Monday, June 4, 2018

Rocky Mountain Dinosaur Center

So yesterday I, along with a coalition of the willing (Paige, Daniel, and Emma), visited the Rocky Mountain Dinosaur Resource Center in Woodland Park. While we've been there several times, we have never taken a guided tour before. We did so this time, and it was fascinating to learn more about what people there actually do.

I knew they dug up dinosaur bones and fossils. I didn't know that they rarely do so in Colorado, as they get billed "an arm and a leg and a couple of kids". They usually go to Kansas, although sometimes they go up to Wyoming and Montana. Kansas, for the last 70 million years of the Cretaceous Period, was covered by the Western Interior Seaway, which was at one time about 2,500 feet deep and stretched from the Rockies to the Appalachians. As a result, they often find sea beasties while digging in Kansas.

One such creature, an 18.5 foot long Xiphactinus, was discovered by the owner of the center, Mike Thiebold. They recovered the fossilizied bones and painstakingly reconstructed a skeleton of the big, bony fish over the course of three years. Apparently these fish would eat just about anything they saw, of any size, even if it was big enough to get stuck in their mouths (and some died this way, as the fossil evidence indicates).

The Xiphactinus bones were discovered by Mike Thiebold

The fossilized bones of Xiphactinus that were found in Kansas

A skeletal reconstruction of Xiphactinus


The reconstructed skeleton is shown above (bottom photo). 'An unlovely creature, but it's quite fascinating to think those bones (middle photo) belonged to a fish that was swimming around Lane County, Kansas, perhaps 70 million years ago.

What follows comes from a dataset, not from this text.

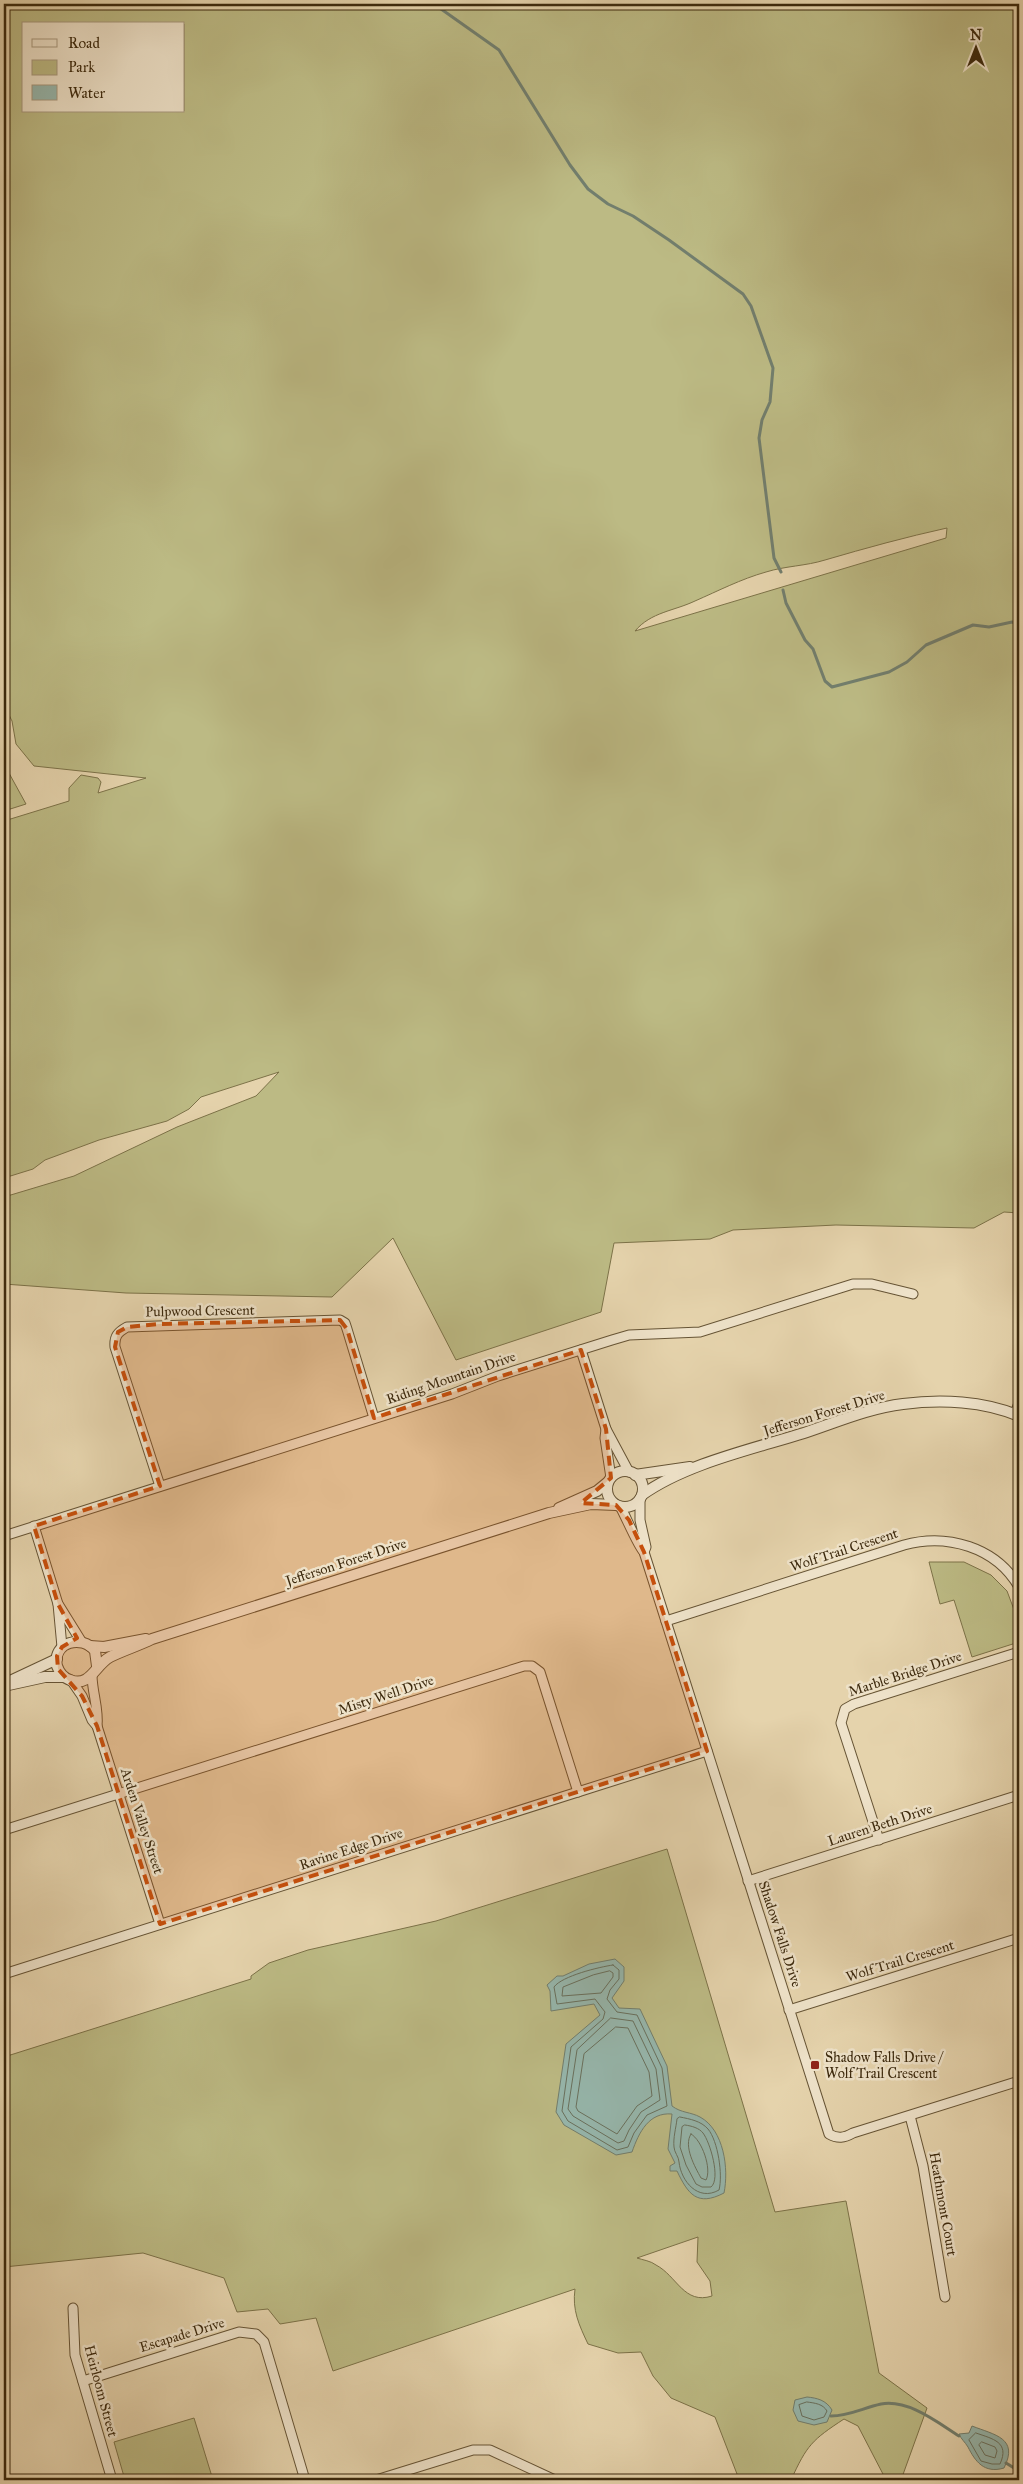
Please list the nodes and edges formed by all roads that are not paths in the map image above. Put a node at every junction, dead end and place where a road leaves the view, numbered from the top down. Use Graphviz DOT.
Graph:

Our guide also told us that efforts are underway to clone a mammoth and that a Neanderthal-human hybrid (half Neanderthal) has been created and is now about seven years old and living in the US. I'm not sure that the latter is accurate, and I can't find information about it online. If true, this raises some ethical questions about how the poor kid could integrate into mostly human (many of us have a small percentage of Neanderthal in our ancestry) society.

I found some information about cloning mammoths, but I'm not sure how accurate any of this is, and I'm abysmally ignorant of the subject:

1) Soaam Biotech Is Bringing Back the Mammoth This article, from Business Insider, talks about the South Korean biotech company, Soaam Biotech, and its cloning efforts. It recently cloned eight coyote pups, which were gestated in a domestic dog. The company believes it can help to preserve endangered canine species (like American red wolves) through cloning. Apparently Soaam has paid the Russian mafia to find an intact mammoth genome that could be inserted into elephant eggs to form a mammoth embryo.

2) Want to Bring Back the Mammoth? Not So Fast This article, from the American Museum of Natural History, suggests that a "mammoth" that gestates in an Asian elephant (a close relative) would not be a mammoth but a mammoth-elephant hybrid, or a mammophant. The article also asks whether it is worth producing a series of "maimed, deformed, stillborn, quasi-mammoths, quasi-elephants" to produce a "sort-of mammoth".

I know very little about this, so I've just downloaded How to Clone a Mammoth by Beth Shapiro, which discusses methods of de-extinction. I hope I have enough background information to be able to understand a little of it.